Your instructions
Scan the records for "true" and copy each line that contains it.

Input data

-- Opening Marker --

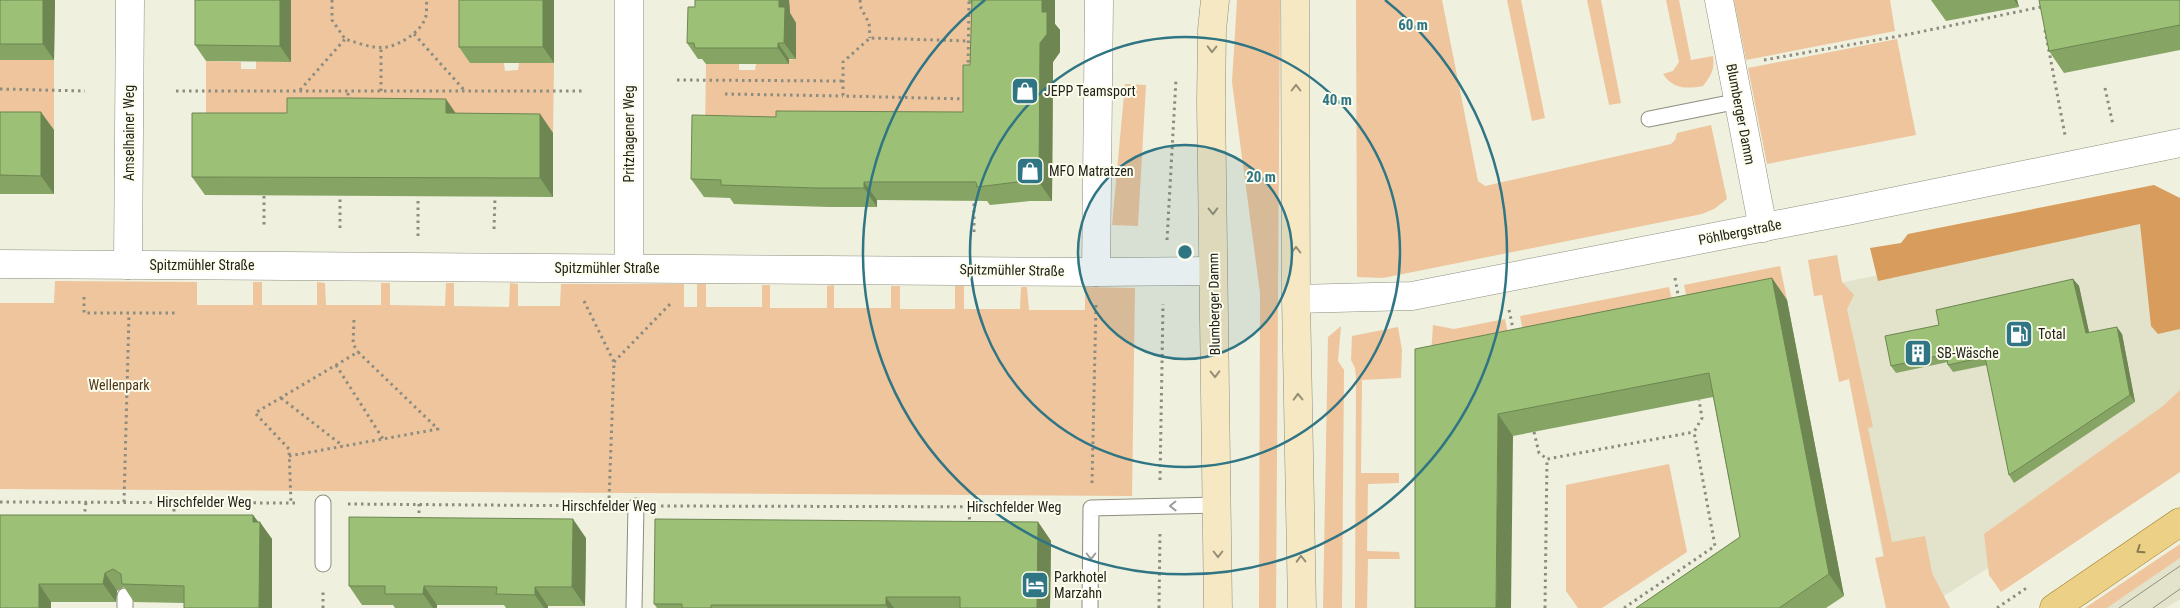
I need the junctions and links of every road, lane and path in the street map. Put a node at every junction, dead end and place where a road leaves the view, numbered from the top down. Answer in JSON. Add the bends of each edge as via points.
{"nodes":[{"id":1,"x":130,"y":0,"type":"edge"},
{"id":2,"x":332,"y":0,"type":"edge"},
{"id":3,"x":427,"y":0,"type":"edge"},
{"id":4,"x":629,"y":0,"type":"edge"},
{"id":5,"x":860,"y":0,"type":"edge"},
{"id":6,"x":969,"y":0,"type":"edge"},
{"id":7,"x":1099,"y":0,"type":"edge"},
{"id":8,"x":1215,"y":0,"type":"edge"},
{"id":9,"x":1295,"y":0,"type":"edge"},
{"id":10,"x":1719,"y":0,"type":"edge"},
{"id":11,"x":2040,"y":0,"type":"edge"},
{"id":12,"x":2041,"y":7,"type":"junction"},
{"id":13,"x":2042,"y":16,"type":"edge"},
{"id":14,"x":2044,"y":25,"type":"edge"},
{"id":15,"x":414,"y":34,"type":"junction"},
{"id":16,"x":870,"y":38,"type":"junction"},
{"id":17,"x":344,"y":39,"type":"junction"},
{"id":18,"x":968,"y":42,"type":"junction"},
{"id":19,"x":381,"y":47,"type":"junction"},
{"id":20,"x":1732,"y":66,"type":"junction"},
{"id":21,"x":968,"y":70,"type":"edge"},
{"id":22,"x":1177,"y":73,"type":"dead end"},
{"id":23,"x":677,"y":80,"type":"dead end"},
{"id":24,"x":843,"y":81,"type":"junction"},
{"id":25,"x":2105,"y":88,"type":"dead end"},
{"id":26,"x":0,"y":90,"type":"edge"},
{"id":27,"x":300,"y":90,"type":"junction"},
{"id":28,"x":348,"y":90,"type":"junction"},
{"id":29,"x":413,"y":90,"type":"junction"},
{"id":30,"x":85,"y":91,"type":"dead end"},
{"id":31,"x":176,"y":91,"type":"dead end"},
{"id":32,"x":381,"y":91,"type":"junction"},
{"id":33,"x":465,"y":91,"type":"junction"},
{"id":34,"x":583,"y":91,"type":"dead end"},
{"id":35,"x":725,"y":94,"type":"dead end"},
{"id":36,"x":843,"y":96,"type":"junction"},
{"id":37,"x":413,"y":99,"type":"edge"},
{"id":38,"x":1739,"y":101,"type":"junction"},
{"id":39,"x":971,"y":105,"type":"edge"},
{"id":40,"x":2109,"y":107,"type":"dead end"},
{"id":41,"x":348,"y":109,"type":"edge"},
{"id":42,"x":1650,"y":119,"type":"dead end"},
{"id":43,"x":2180,"y":143,"type":"edge"},
{"id":44,"x":2071,"y":165,"type":"junction"},
{"id":45,"x":974,"y":192,"type":"edge"},
{"id":46,"x":264,"y":196,"type":"edge"},
{"id":47,"x":340,"y":196,"type":"edge"},
{"id":48,"x":418,"y":197,"type":"edge"},
{"id":49,"x":495,"y":197,"type":"edge"},
{"id":50,"x":264,"y":227,"type":"dead end"},
{"id":51,"x":340,"y":228,"type":"dead end"},
{"id":52,"x":1763,"y":228,"type":"junction"},
{"id":53,"x":494,"y":229,"type":"dead end"},
{"id":54,"x":974,"y":232,"type":"dead end"},
{"id":55,"x":1166,"y":249,"type":"dead end"},
{"id":56,"x":0,"y":264,"type":"edge"},
{"id":57,"x":128,"y":265,"type":"junction"},
{"id":58,"x":417,"y":267,"type":"junction"},
{"id":59,"x":629,"y":268,"type":"junction"},
{"id":60,"x":1213,"y":271,"type":"junction"},
{"id":61,"x":1096,"y":272,"type":"junction"},
{"id":62,"x":1675,"y":278,"type":"dead end"},
{"id":63,"x":582,"y":296,"type":"dead end"},
{"id":64,"x":676,"y":298,"type":"dead end"},
{"id":65,"x":1296,"y":299,"type":"junction"},
{"id":66,"x":1680,"y":303,"type":"edge"},
{"id":67,"x":1163,"y":305,"type":"dead end"},
{"id":68,"x":1509,"y":310,"type":"dead end"},
{"id":69,"x":84,"y":312,"type":"dead end"},
{"id":70,"x":175,"y":313,"type":"dead end"},
{"id":71,"x":129,"y":314,"type":"junction"},
{"id":72,"x":354,"y":320,"type":"dead end"},
{"id":73,"x":1515,"y":336,"type":"edge"},
{"id":74,"x":358,"y":352,"type":"junction"},
{"id":75,"x":614,"y":362,"type":"junction"},
{"id":76,"x":336,"y":365,"type":"junction"},
{"id":77,"x":281,"y":398,"type":"junction"},
{"id":78,"x":1699,"y":400,"type":"edge"},
{"id":79,"x":1534,"y":432,"type":"edge"},
{"id":80,"x":1694,"y":432,"type":"junction"},
{"id":81,"x":383,"y":439,"type":"junction"},
{"id":82,"x":343,"y":446,"type":"junction"},
{"id":83,"x":289,"y":456,"type":"junction"},
{"id":84,"x":1548,"y":459,"type":"junction"},
{"id":85,"x":0,"y":502,"type":"edge"},
{"id":86,"x":86,"y":502,"type":"junction"},
{"id":87,"x":124,"y":502,"type":"junction"},
{"id":88,"x":174,"y":502,"type":"junction"},
{"id":89,"x":291,"y":503,"type":"junction"},
{"id":90,"x":323,"y":504,"type":"junction"},
{"id":91,"x":419,"y":504,"type":"junction"},
{"id":92,"x":1218,"y":505,"type":"junction"},
{"id":93,"x":608,"y":506,"type":"junction"},
{"id":94,"x":636,"y":506,"type":"junction"},
{"id":95,"x":1160,"y":506,"type":"junction"},
{"id":96,"x":970,"y":507,"type":"junction"},
{"id":97,"x":1091,"y":508,"type":"junction"},
{"id":98,"x":2180,"y":522,"type":"edge"},
{"id":99,"x":84,"y":526,"type":"edge"},
{"id":100,"x":174,"y":526,"type":"edge"},
{"id":101,"x":976,"y":527,"type":"edge"},
{"id":102,"x":419,"y":529,"type":"edge"},
{"id":103,"x":323,"y":564,"type":"dead end"},
{"id":104,"x":634,"y":608,"type":"edge"},
{"id":105,"x":1090,"y":608,"type":"edge"},
{"id":106,"x":1159,"y":608,"type":"edge"},
{"id":107,"x":1218,"y":608,"type":"edge"},
{"id":108,"x":1302,"y":608,"type":"edge"},
{"id":109,"x":1545,"y":608,"type":"edge"},
{"id":110,"x":1624,"y":608,"type":"edge"},
{"id":111,"x":2054,"y":608,"type":"edge"}],
"edges":[{"from":1,"to":57,"type":"street","name":"Amselhainer Weg"},
{"from":2,"to":17,"type":"path","via":[[332,20]]},
{"from":3,"to":15,"type":"path","via":[[426,17]]},
{"from":4,"to":59,"type":"street","name":"Pritzhagener Weg"},
{"from":5,"to":16,"type":"path"},
{"from":6,"to":18,"type":"path"},
{"from":7,"to":61,"type":"street"},
{"from":8,"to":60,"type":"main road","name":"Blumberger Damm","one_way":true,"via":[[1211,102]]},
{"from":65,"to":9,"type":"main road","one_way":true},
{"from":10,"to":20,"type":"street","name":"Blumberger Damm"},
{"from":11,"to":12,"type":"path"},
{"from":12,"to":13,"type":"path"},
{"from":12,"to":20,"type":"path"},
{"from":14,"to":44,"type":"path"},
{"from":15,"to":19,"type":"path","via":[[398,43]]},
{"from":15,"to":33,"type":"path"},
{"from":16,"to":18,"type":"path"},
{"from":16,"to":24,"type":"path","via":[[843,62]]},
{"from":17,"to":19,"type":"path"},
{"from":17,"to":27,"type":"path"},
{"from":18,"to":21,"type":"path"},
{"from":19,"to":32,"type":"path"},
{"from":20,"to":38,"type":"street","name":"Blumberger Damm"},
{"from":22,"to":55,"type":"path"},
{"from":23,"to":24,"type":"path"},
{"from":24,"to":36,"type":"path"},
{"from":25,"to":40,"type":"path"},
{"from":26,"to":30,"type":"path"},
{"from":27,"to":28,"type":"path"},
{"from":27,"to":31,"type":"path"},
{"from":28,"to":32,"type":"path"},
{"from":28,"to":41,"type":"path"},
{"from":29,"to":32,"type":"path"},
{"from":29,"to":33,"type":"path"},
{"from":29,"to":37,"type":"path"},
{"from":33,"to":34,"type":"path"},
{"from":35,"to":36,"type":"path"},
{"from":36,"to":39,"type":"path","via":[[968,99]]},
{"from":38,"to":42,"type":"lane"},
{"from":38,"to":52,"type":"street","name":"Blumberger Damm"},
{"from":43,"to":44,"type":"street","name":"Pöhlbergstraße"},
{"from":44,"to":52,"type":"street","name":"Pöhlbergstraße"},
{"from":45,"to":54,"type":"path"},
{"from":46,"to":50,"type":"path"},
{"from":47,"to":51,"type":"path"},
{"from":48,"to":58,"type":"path"},
{"from":49,"to":53,"type":"path"},
{"from":52,"to":65,"type":"street","name":"Pöhlbergstraße","via":[[1412,296]]},
{"from":56,"to":57,"type":"street","name":"Spitzmühler Straße"},
{"from":57,"to":58,"type":"street","name":"Spitzmühler Straße"},
{"from":58,"to":59,"type":"street","name":"Spitzmühler Straße"},
{"from":59,"to":61,"type":"street","name":"Spitzmühler Straße"},
{"from":60,"to":61,"type":"street","name":"Spitzmühler Straße"},
{"from":60,"to":92,"type":"main road","name":"Blumberger Damm","one_way":true},
{"from":61,"to":97,"type":"path"},
{"from":62,"to":66,"type":"path"},
{"from":63,"to":75,"type":"path"},
{"from":64,"to":75,"type":"path"},
{"from":108,"to":65,"type":"main road","one_way":true},
{"from":67,"to":95,"type":"path"},
{"from":68,"to":73,"type":"path"},
{"from":69,"to":71,"type":"path"},
{"from":70,"to":71,"type":"path"},
{"from":71,"to":87,"type":"path"},
{"from":72,"to":74,"type":"path","via":[[353,344]]},
{"from":74,"to":76,"type":"path"},
{"from":74,"to":81,"type":"path","via":[[438,429]]},
{"from":75,"to":93,"type":"path"},
{"from":76,"to":77,"type":"path"},
{"from":76,"to":81,"type":"path"},
{"from":77,"to":82,"type":"path"},
{"from":77,"to":83,"type":"path","via":[[255,413],[289,449]]},
{"from":78,"to":80,"type":"path","via":[[1702,418]]},
{"from":79,"to":84,"type":"path","via":[[1539,453]]},
{"from":80,"to":84,"type":"path"},
{"from":80,"to":110,"type":"path","via":[[1715,546]]},
{"from":81,"to":82,"type":"path"},
{"from":82,"to":83,"type":"path"},
{"from":83,"to":89,"type":"path"},
{"from":84,"to":109,"type":"path"},
{"from":85,"to":86,"type":"path","name":"Hirschfelder Weg"},
{"from":86,"to":87,"type":"path","name":"Hirschfelder Weg"},
{"from":86,"to":99,"type":"path"},
{"from":87,"to":88,"type":"path","name":"Hirschfelder Weg"},
{"from":88,"to":89,"type":"path","name":"Hirschfelder Weg"},
{"from":88,"to":100,"type":"path"},
{"from":89,"to":90,"type":"path","name":"Hirschfelder Weg"},
{"from":90,"to":91,"type":"path","name":"Hirschfelder Weg"},
{"from":90,"to":103,"type":"lane"},
{"from":91,"to":93,"type":"path","name":"Hirschfelder Weg"},
{"from":91,"to":102,"type":"path"},
{"from":92,"to":95,"type":"lane","one_way":true},
{"from":92,"to":107,"type":"main road","name":"Blumberger Damm","one_way":true},
{"from":93,"to":94,"type":"path","name":"Hirschfelder Weg"},
{"from":94,"to":96,"type":"path","name":"Hirschfelder Weg"},
{"from":94,"to":104,"type":"lane"},
{"from":95,"to":97,"type":"lane"},
{"from":95,"to":106,"type":"path"},
{"from":96,"to":97,"type":"path","name":"Hirschfelder Weg"},
{"from":96,"to":101,"type":"path","via":[[969,527]]},
{"from":97,"to":105,"type":"lane","one_way":true},
{"from":98,"to":111,"type":"main road","one_way":true}]}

-- Closing Marker --

Response to the task
{"from":8,"to":60,"type":"main road","name":"Blumberger Damm","one_way":true,"via":[[1211,102]]},
{"from":65,"to":9,"type":"main road","one_way":true},
{"from":60,"to":92,"type":"main road","name":"Blumberger Damm","one_way":true},
{"from":108,"to":65,"type":"main road","one_way":true},
{"from":92,"to":95,"type":"lane","one_way":true},
{"from":92,"to":107,"type":"main road","name":"Blumberger Damm","one_way":true},
{"from":97,"to":105,"type":"lane","one_way":true},
{"from":98,"to":111,"type":"main road","one_way":true}]}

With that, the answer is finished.